This was a straight GP algorithm using the same gene structure as above. Each generation each algorithm was only evaluated against 10% of the total data set, since that made the GP algorithm more competative against the local algorithm. Election was used so the best solution at any point was carried over to the next generation. Other parameters were:

· Population = 280

· Number of Generations = 20

· Number of sample in locality not at chosen location = 3

· Crossover probability = 0.9

The smaller population and number of generations was chosen so that the number of evaluations would be comparable to those in the local runs. I did try it with larger populations and for longer but the results were not better in terms of effective error against number of evaluations.

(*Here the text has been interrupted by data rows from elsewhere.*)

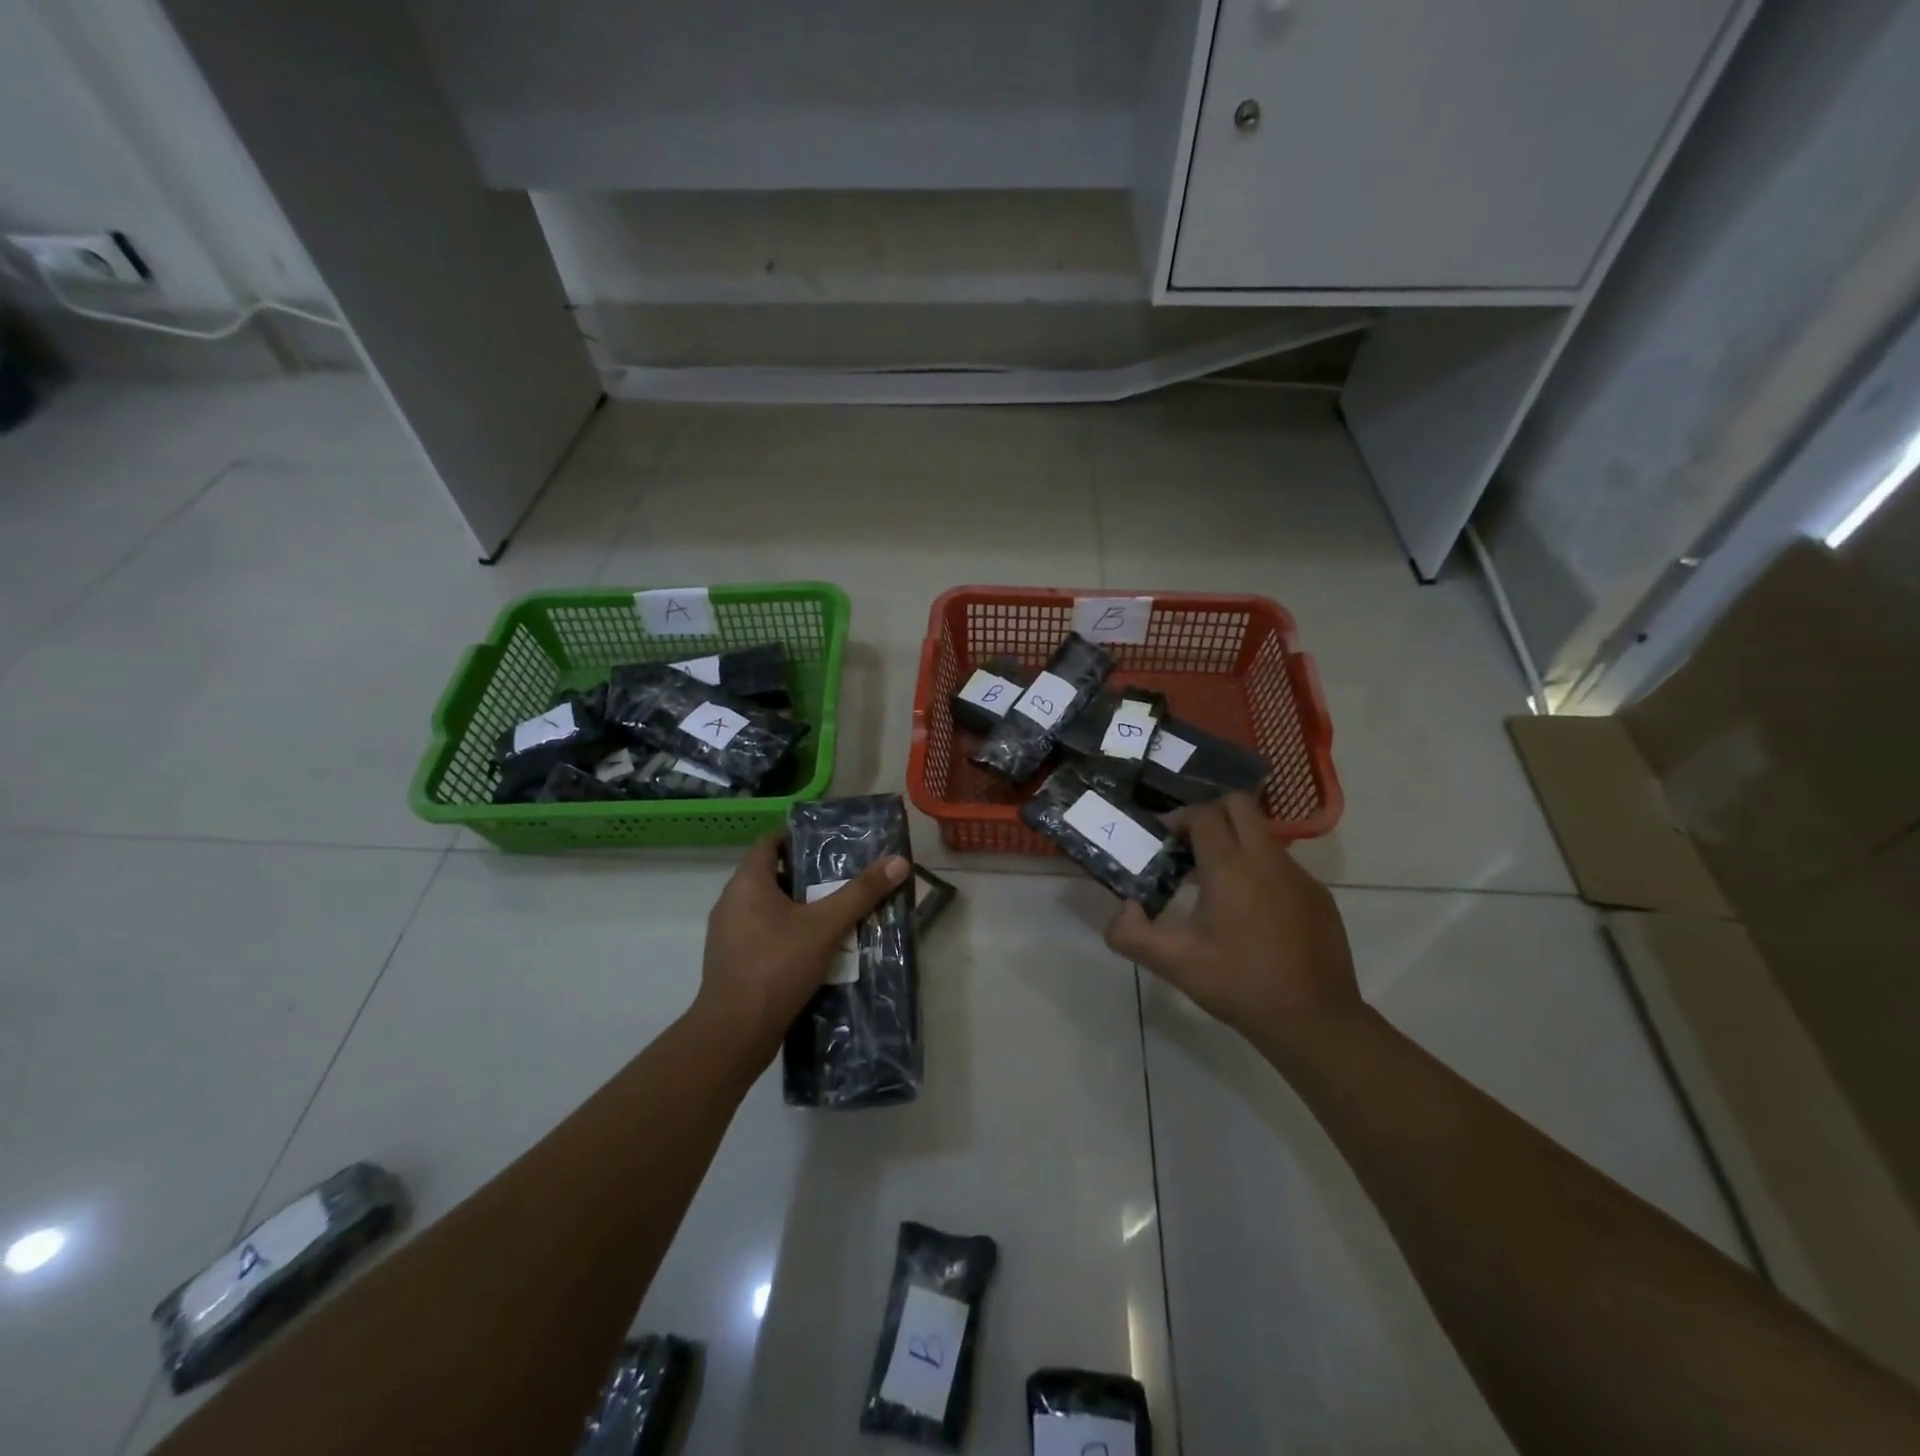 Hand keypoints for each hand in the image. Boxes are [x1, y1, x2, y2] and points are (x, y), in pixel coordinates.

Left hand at [696, 832, 910, 1059]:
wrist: (734, 1033)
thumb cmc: (777, 966)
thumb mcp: (826, 926)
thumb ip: (861, 893)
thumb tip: (899, 861)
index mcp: (747, 882)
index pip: (770, 842)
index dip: (798, 839)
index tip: (829, 845)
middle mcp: (731, 901)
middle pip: (772, 875)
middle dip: (807, 877)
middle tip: (842, 880)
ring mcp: (728, 934)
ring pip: (768, 908)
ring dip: (799, 908)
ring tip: (836, 913)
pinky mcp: (732, 961)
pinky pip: (763, 934)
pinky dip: (787, 933)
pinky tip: (815, 949)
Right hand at [1105, 793, 1360, 1043]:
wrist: (1314, 1020)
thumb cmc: (1239, 985)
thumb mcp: (1174, 964)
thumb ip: (1132, 934)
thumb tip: (1123, 908)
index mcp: (1230, 869)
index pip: (1204, 814)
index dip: (1180, 819)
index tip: (1165, 840)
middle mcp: (1267, 860)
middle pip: (1239, 804)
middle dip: (1211, 814)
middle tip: (1190, 846)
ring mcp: (1298, 875)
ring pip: (1263, 833)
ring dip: (1236, 841)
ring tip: (1216, 881)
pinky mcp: (1318, 894)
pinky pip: (1283, 863)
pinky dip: (1261, 869)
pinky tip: (1252, 910)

4. The Data Set/Test Problem

The Data Set that the technique was tested upon was that concerning heart disease in Cleveland, US available at the ML repository of problems. This was chosen a random from those available. The data I used consisted of 281 examples of 14 numeric attributes, including the predicted value coded: 0, 1, 2, 3 or 4 depending on the actual outcome. The problem is to predict the outcome given the other 13 values of the characteristics. Attributes refered to in the paper are 1, 2, 4 and 5 which stand for the age, sex, resting blood pressure in mm Hg on admission to the hospital (trestbps), and serum cholestoral in mg/dl respectively (chol). Thus the spaces I tried for the space of solutions were {age, sex} and {trestbps, chol} – these selections were pretty arbitrary, simply based on a quick inspection of the values and not based in any way upon knowledge of what the important factors are. More details about the data set can be found in appendix 1.

5. Results

Three sets of runs were done. The first was a standard GP algorithm “Global” (12 runs); the second using the local algorithm above with the context space being defined by attributes 1 and 2 “Local (1, 2)” (12 runs); the second using the local algorithm above with the context space being defined by attributes 4 and 5 “Local (4, 5)” (12 runs).

Comparing the different algorithms is not entirely straightforward. The purpose of the GP algorithm (Global), is to evolve the best global solution. Thus its effective error is the error of the best solution measured by that solution’s average error over the whole problem. The pupose of the algorithm proposed here is to evolve local solutions. Thus its effective error is its average error of the best local solutions in each locality when evaluated over their local spaces. Also the local algorithm involves orders of magnitude less computational time per generation for the same population size, so comparing the effective error rate per generation would be misleading. The overwhelming overhead in this (and all) evolutionary algorithms is the time taken to evaluate each solution. It is this comparison which is shown in Figure 4. To give the Global runs more of a chance each time a solution is evaluated it does so against a random sample of only 10% of the total population (though in the statistics below the error is a truly global evaluation). With respect to the effective error against the number of evaluations the performance of the Global approach was even worse when each (new) solution was evaluated against the whole problem rather than just a sample, since although the effective error achieved was slightly better, the number of evaluations this took was roughly 10 times greater. Thus I calculate each run’s effective error against the number of evaluations it takes. The dense, flat regions at the end of the Local sets is the analysis stage where the generality of discovered solutions occurs. This is included in the graph below because this stage is a necessary overhead in the local approach proposed.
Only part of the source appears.